Recently in the area of bridge health monitoring, there is a shift towards the use of indirect measurements of a passing vehicle to assess the structural integrity of bridge structures, which is known as "Drive-by Bridge inspection.” This approach is based on determining the dynamic characteristics of the bridge using the vehicle responses, such as bridge frequencies, bridge mode shapes, and even bridge stiffness and damping. The change in these characteristics over a period of time reflects the level of deterioration of the bridge’s health condition. This article introduces a brief discussion on the development of this field of research since it was revealed. The article addresses the prominent studies in this domain, while some other work is not included for the sake of brevity in the paper. This article is a good starting point for those interested in researching this topic.

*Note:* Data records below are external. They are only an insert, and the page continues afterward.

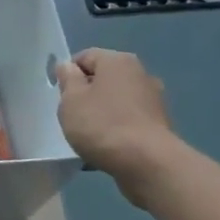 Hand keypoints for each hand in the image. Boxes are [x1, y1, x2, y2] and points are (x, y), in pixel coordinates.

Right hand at [55, 49, 180, 206]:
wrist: (147, 162)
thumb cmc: (102, 125)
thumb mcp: (71, 100)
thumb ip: (67, 79)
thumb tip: (68, 67)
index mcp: (118, 61)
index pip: (85, 57)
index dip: (68, 74)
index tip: (60, 97)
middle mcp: (140, 73)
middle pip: (103, 79)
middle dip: (86, 95)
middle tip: (72, 116)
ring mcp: (153, 99)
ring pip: (116, 101)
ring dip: (101, 114)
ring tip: (88, 136)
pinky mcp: (159, 124)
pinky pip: (128, 121)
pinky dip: (116, 129)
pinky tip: (106, 148) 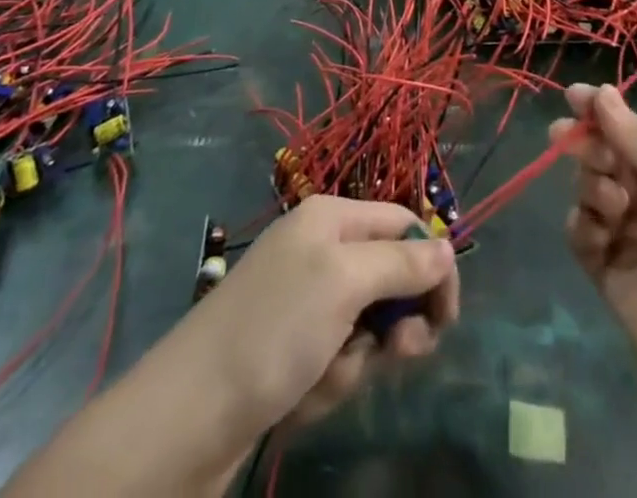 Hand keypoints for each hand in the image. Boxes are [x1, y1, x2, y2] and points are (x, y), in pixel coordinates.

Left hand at [187, 196, 459, 431]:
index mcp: (332, 219)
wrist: (188, 418)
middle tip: (394, 355)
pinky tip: (302, 398)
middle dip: (394, 324)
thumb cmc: (274, 330)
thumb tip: (448, 248)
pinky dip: (329, 384)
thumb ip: (402, 262)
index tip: (447, 316)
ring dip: (356, 362)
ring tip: (323, 379)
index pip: (404, 224)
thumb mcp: (345, 282)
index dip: (432, 263)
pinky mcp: (292, 353)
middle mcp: (320, 252)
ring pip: (367, 329)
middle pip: (390, 279)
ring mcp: (305, 305)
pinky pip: (337, 362)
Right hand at [553, 84, 636, 409]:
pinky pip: (580, 233)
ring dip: (591, 183)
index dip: (601, 110)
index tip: (573, 95)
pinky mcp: (606, 273)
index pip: (631, 131)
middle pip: (604, 154)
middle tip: (569, 138)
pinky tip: (601, 235)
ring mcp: (627, 236)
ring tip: (613, 202)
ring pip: (588, 188)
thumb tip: (602, 92)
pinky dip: (583, 225)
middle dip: (587, 142)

Abbrevations: TRLs: Technological Readiness Levels; VBI: Vehicle-Bridge Interaction; ODSC: Operating Deflection Shape Curvature; STFT: Short Time Fourier Transform; FDD: Frequency Domain Decomposition; ESI: Element Stiffness Index
Bridges are amongst the essential elements of transport infrastructure, but are subject to continuous degradation due to environmental effects and may experience increases in traffic weight and volume over time. Therefore, they require continuous monitoring to ensure maintenance and hence their structural integrity. Recent studies firmly established the Technological Readiness Levels (TRLs) of the sensor-based SHM techniques. However, the necessity for power, data storage and transfer and the complexity of the installation hinder successful deployment of the approach to a wide range of bridges . Moreover, this procedure requires a lane closure, which results in a devastating effect on the roadway capacity [2-4] Recently, there has been a paradigm shift in the bridge health monitoring by moving the instrumentation from the bridge body to a transit vehicle, this concept is known as "Drive-by Bridge inspection” [5,6].
This article provides a recapitulation for the work that has been carried out in this field. To establish a consistent review, the article categorizes the proposed approaches under two broad categories, frequency domain analysis, and time domain analysis. The paper highlights the most intellectual work in this field from the authors’ perspective.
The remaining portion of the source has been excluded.